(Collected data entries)
--*--

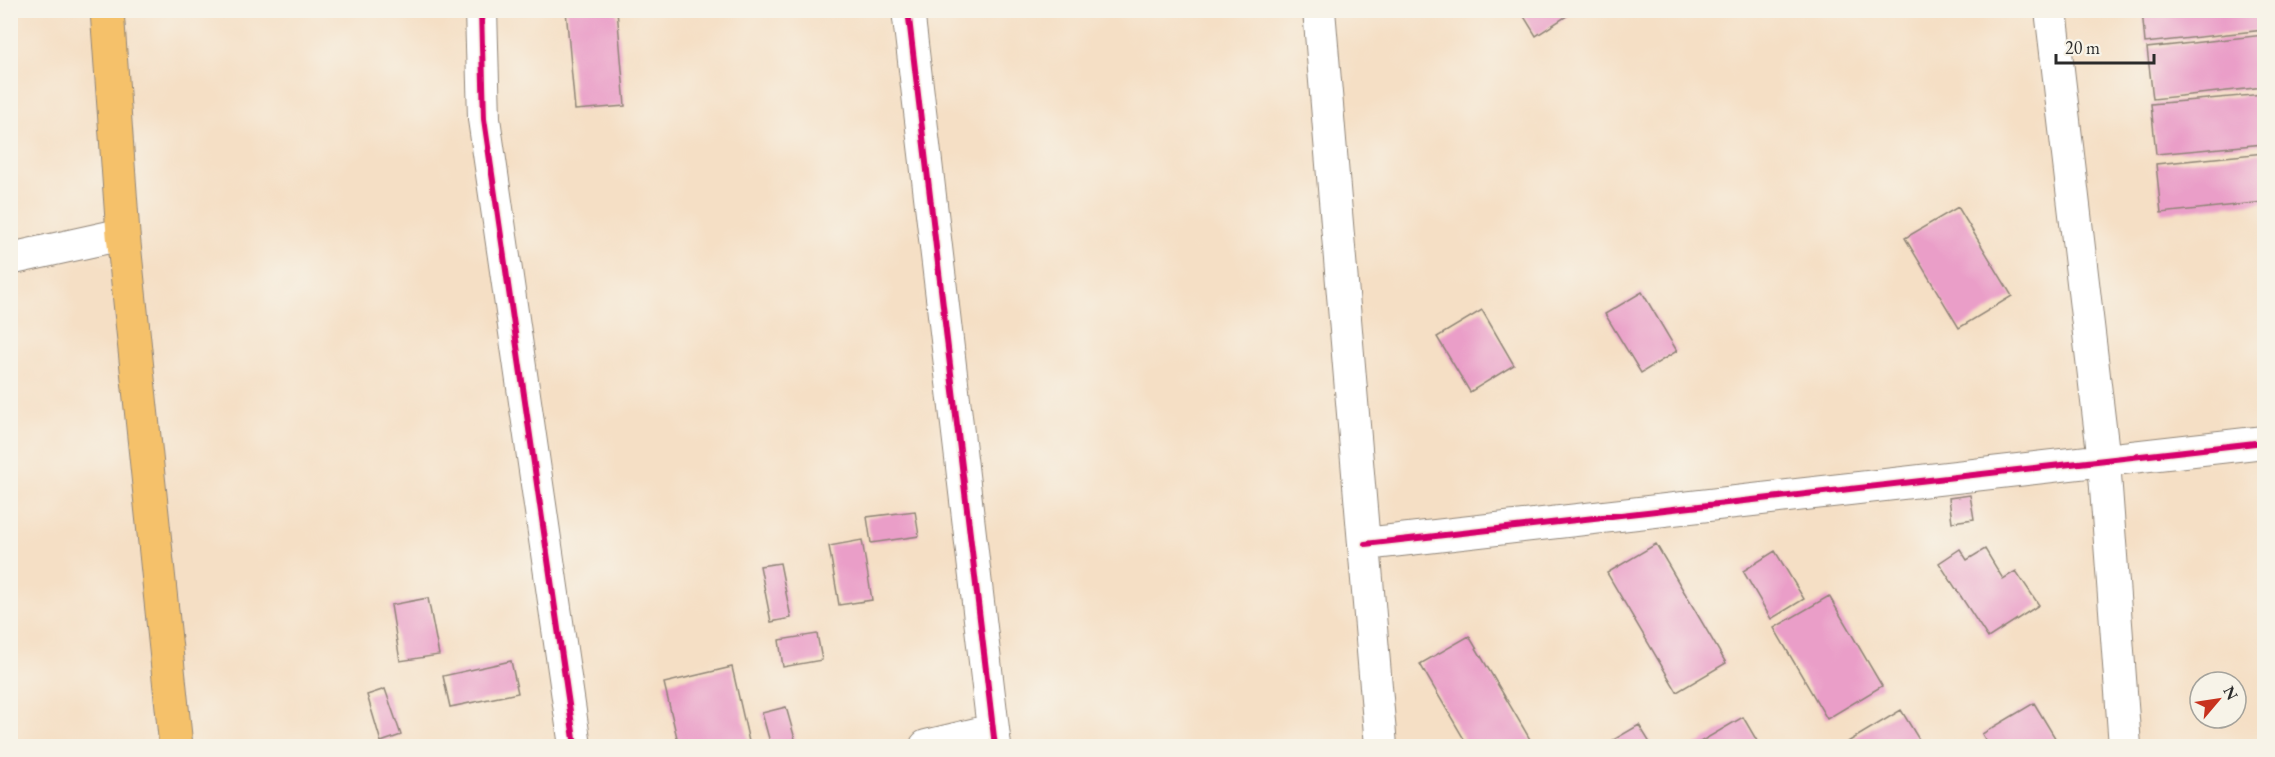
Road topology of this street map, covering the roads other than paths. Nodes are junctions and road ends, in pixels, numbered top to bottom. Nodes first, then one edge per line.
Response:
1 (106, 10) edge
2 (481, 10) edge
3 (908, 10) edge
4 (1319, 10) edge
5 (2051, 10) edge
6 (123, 234) junction
7 (10, 259) edge
8 (2265, 442) edge
9 (2104, 461) junction
10 (1365, 544) junction
11 (994, 738) edge
12 (176, 747) edge
13 (575, 747) edge
14 (926, 747) edge
15 (1381, 747) edge
16 (2125, 747) edge

1 - 6 main road
2 - 13 street
3 - 11 street
4 - 10 street
5 - 9 street
6 - 7 street
6 - 12 main road
8 - 9 street
9 - 10 street
9 - 16 street
10 - 15 street
11 - 14 street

--*--

Task statement:
Please set the data above down exactly, with the pictures removed.

Written response:
Road topology of this street map, covering the roads other than paths. Nodes are junctions and road ends, in pixels, numbered top to bottom. Nodes first, then one edge per line.
Response:
1 (106, 10) edge
2 (481, 10) edge
3 (908, 10) edge
4 (1319, 10) edge
5 (2051, 10) edge
6 (123, 234) junction
7 (10, 259) edge
8 (2265, 442) edge
9 (2104, 461) junction
10 (1365, 544) junction
11 (994, 738) edge
12 (176, 747) edge
13 (575, 747) edge
14 (926, 747) edge
15 (1381, 747) edge
16 (2125, 747) edge

1 - 6 main road
2 - 13 street
3 - 11 street
4 - 10 street
5 - 9 street
6 - 7 street
6 - 12 main road
8 - 9 street
9 - 10 street
9 - 16 street
10 - 15 street
11 - 14 street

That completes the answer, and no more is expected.